## [Exercise goal]
Every line of the data that contains the string "page" must be copied.

Collected data entries
━━━━━━━━━━━━━━━━━━━━━━━━━━━━━━

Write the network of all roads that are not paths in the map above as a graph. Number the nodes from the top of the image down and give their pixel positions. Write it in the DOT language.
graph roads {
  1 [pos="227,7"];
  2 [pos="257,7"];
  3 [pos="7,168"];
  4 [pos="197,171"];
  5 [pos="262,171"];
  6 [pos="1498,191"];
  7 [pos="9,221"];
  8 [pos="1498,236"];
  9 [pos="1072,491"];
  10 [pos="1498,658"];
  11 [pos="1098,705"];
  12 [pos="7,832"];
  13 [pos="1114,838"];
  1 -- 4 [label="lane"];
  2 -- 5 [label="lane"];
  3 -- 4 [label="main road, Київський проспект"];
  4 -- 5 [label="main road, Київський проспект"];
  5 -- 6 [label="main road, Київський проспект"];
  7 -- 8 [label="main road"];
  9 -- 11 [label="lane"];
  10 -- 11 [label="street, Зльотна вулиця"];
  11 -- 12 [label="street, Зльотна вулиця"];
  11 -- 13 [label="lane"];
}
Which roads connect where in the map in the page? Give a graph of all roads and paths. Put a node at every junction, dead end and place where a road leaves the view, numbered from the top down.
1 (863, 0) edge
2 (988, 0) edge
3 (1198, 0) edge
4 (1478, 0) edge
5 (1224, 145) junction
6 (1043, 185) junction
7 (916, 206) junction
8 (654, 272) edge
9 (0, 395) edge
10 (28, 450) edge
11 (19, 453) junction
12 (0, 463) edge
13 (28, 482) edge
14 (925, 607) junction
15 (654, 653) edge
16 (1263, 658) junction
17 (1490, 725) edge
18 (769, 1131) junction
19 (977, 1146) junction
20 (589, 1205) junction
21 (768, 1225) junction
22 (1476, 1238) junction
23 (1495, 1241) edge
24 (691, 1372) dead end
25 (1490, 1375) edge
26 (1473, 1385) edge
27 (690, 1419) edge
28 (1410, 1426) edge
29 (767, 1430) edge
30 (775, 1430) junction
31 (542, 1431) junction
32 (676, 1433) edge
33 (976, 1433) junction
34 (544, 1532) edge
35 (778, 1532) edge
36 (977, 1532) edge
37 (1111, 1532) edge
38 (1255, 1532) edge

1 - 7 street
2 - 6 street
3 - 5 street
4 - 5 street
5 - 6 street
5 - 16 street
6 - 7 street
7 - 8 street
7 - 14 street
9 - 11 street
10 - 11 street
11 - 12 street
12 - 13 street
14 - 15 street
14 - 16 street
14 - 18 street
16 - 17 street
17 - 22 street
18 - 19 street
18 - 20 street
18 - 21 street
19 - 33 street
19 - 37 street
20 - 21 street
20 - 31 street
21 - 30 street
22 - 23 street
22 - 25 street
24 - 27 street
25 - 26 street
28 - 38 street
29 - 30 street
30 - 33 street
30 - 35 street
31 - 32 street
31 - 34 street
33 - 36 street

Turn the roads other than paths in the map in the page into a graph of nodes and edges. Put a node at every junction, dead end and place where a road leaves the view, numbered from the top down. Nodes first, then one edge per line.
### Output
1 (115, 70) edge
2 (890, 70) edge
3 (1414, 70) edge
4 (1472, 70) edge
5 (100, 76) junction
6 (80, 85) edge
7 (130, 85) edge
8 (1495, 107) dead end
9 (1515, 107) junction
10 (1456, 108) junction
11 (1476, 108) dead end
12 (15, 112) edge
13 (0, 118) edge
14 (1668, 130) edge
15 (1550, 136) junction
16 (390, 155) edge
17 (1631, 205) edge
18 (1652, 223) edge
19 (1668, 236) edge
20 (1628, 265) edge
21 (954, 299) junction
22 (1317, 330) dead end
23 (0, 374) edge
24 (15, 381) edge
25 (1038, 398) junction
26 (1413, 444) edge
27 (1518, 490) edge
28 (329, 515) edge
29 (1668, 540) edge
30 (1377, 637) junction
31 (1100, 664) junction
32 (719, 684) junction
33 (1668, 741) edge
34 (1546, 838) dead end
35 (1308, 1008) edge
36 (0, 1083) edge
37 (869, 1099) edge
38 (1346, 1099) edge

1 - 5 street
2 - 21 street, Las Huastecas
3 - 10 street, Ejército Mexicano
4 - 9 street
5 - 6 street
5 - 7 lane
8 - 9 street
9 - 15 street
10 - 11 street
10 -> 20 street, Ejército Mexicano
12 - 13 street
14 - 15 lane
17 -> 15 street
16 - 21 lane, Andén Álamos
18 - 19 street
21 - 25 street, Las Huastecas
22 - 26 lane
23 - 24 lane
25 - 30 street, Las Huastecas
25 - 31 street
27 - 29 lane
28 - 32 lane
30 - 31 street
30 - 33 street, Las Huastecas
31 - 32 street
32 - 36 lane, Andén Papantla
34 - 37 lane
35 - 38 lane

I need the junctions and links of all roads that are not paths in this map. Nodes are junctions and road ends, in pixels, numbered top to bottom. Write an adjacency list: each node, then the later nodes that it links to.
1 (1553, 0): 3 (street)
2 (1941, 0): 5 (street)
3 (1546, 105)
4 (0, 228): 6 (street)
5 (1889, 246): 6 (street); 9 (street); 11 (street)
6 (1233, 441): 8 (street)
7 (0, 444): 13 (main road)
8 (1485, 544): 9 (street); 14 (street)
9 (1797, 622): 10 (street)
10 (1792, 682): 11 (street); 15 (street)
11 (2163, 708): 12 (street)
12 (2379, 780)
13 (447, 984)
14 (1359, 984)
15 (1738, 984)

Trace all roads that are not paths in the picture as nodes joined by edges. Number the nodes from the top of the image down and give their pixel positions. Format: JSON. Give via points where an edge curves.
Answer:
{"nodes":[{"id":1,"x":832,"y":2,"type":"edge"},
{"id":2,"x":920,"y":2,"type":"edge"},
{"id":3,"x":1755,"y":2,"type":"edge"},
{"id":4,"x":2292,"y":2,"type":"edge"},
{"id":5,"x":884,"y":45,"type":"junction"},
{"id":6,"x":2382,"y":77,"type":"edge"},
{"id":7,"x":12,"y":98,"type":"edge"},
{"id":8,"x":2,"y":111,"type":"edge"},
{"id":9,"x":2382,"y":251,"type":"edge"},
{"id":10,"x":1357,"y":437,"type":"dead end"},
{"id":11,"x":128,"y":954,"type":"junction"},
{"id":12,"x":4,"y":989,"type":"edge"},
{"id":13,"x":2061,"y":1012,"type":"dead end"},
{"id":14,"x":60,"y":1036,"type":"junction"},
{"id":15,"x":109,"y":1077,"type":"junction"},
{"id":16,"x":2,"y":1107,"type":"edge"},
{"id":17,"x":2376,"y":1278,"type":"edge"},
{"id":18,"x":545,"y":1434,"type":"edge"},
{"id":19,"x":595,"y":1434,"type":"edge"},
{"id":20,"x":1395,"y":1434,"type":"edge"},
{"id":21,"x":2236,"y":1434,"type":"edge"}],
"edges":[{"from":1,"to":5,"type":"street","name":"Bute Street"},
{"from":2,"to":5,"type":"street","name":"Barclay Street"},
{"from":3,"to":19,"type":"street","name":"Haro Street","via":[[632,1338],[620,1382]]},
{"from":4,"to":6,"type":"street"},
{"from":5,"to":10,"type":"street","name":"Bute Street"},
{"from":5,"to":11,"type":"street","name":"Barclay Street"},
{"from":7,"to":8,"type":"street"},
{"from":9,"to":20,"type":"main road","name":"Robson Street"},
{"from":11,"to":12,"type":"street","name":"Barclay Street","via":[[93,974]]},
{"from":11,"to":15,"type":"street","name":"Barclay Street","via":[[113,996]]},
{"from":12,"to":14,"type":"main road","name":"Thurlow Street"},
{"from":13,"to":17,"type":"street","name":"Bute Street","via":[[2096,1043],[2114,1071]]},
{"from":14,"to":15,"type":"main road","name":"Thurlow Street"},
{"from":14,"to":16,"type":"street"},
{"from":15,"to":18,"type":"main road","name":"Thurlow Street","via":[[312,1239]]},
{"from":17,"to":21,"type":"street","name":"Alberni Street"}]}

━━━━━━━━━━━━━━━━━━━━━━━━━━━━━━

## [Written answer]
Which roads connect where in the map in the page? Give a graph of all roads and paths. Put a node at every junction, dead end and place where a road leaves the view, numbered from the top down.
Turn the roads other than paths in the map in the page into a graph of nodes and edges. Put a node at every junction, dead end and place where a road leaves the view, numbered from the top down. Nodes first, then one edge per line.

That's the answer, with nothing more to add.